__Given records__:

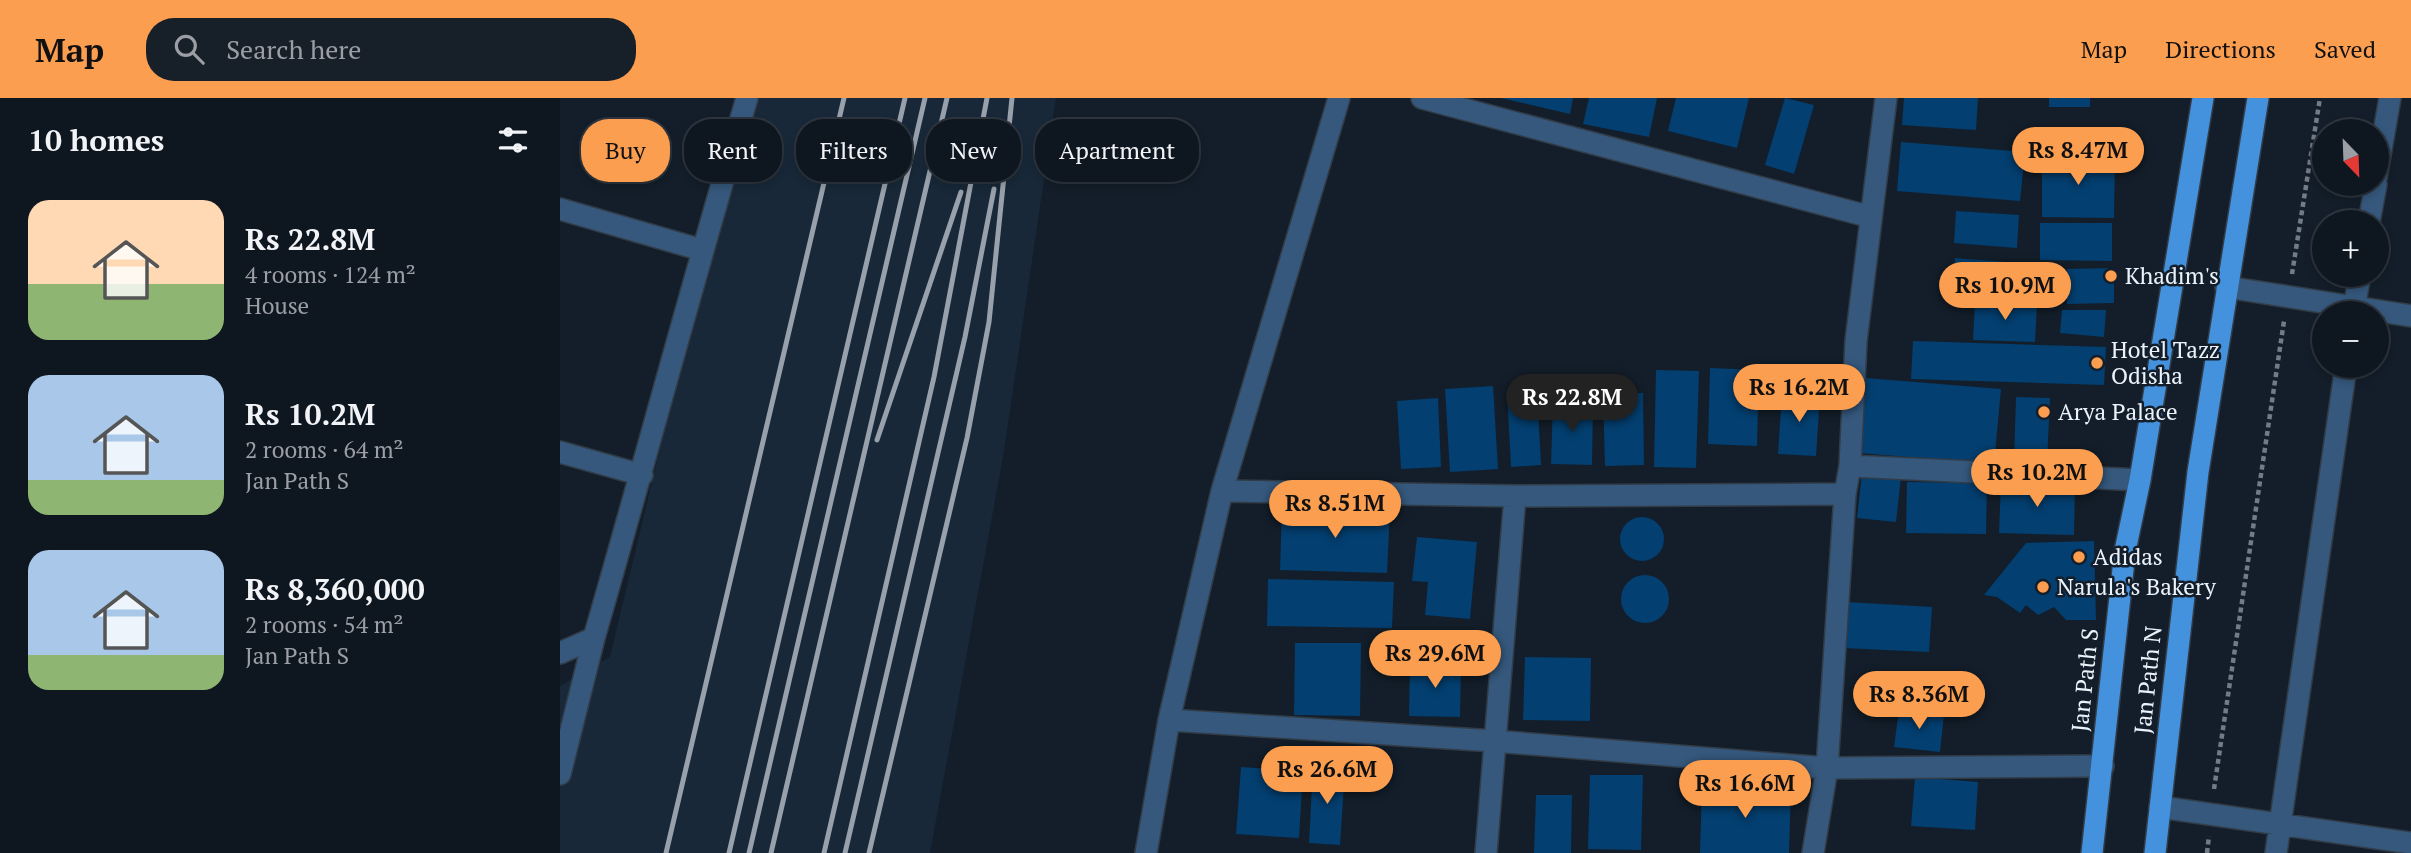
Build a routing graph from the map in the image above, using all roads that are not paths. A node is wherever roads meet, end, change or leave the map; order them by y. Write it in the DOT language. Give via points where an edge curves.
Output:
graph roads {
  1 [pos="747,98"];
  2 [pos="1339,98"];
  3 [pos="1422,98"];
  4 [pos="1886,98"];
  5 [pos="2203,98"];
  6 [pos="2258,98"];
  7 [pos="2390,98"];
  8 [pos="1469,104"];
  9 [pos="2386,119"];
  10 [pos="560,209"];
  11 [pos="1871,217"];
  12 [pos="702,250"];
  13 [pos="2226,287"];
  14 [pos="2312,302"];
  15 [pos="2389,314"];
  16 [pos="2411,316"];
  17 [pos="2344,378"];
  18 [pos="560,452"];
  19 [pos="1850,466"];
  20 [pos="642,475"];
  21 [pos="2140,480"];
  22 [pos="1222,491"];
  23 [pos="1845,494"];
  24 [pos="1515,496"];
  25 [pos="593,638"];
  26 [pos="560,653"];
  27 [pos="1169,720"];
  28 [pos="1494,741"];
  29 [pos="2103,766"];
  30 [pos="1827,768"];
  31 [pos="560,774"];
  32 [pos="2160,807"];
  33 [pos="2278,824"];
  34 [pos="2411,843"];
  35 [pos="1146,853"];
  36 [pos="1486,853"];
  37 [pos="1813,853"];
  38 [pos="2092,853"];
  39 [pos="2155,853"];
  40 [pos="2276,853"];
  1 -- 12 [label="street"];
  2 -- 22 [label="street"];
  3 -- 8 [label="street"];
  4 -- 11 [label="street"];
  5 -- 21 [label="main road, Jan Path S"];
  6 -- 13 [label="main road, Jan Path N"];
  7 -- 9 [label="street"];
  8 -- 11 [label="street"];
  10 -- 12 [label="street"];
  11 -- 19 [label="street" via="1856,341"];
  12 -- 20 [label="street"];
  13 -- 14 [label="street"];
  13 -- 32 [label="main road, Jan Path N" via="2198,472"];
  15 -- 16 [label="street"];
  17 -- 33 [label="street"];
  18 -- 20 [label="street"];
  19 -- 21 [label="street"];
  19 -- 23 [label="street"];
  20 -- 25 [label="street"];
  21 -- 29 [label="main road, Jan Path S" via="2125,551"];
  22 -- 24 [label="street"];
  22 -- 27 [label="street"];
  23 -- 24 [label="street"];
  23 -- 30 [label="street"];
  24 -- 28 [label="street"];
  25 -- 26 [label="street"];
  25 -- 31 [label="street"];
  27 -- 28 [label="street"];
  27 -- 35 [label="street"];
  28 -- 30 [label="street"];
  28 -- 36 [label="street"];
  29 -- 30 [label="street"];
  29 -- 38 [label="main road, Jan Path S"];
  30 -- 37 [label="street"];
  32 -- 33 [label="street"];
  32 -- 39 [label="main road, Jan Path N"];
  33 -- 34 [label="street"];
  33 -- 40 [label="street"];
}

__Exercise goal__:
Report the number of lines in the entries that hold the word "main". Nothing else is wanted.

__Answer to the exercise__:
6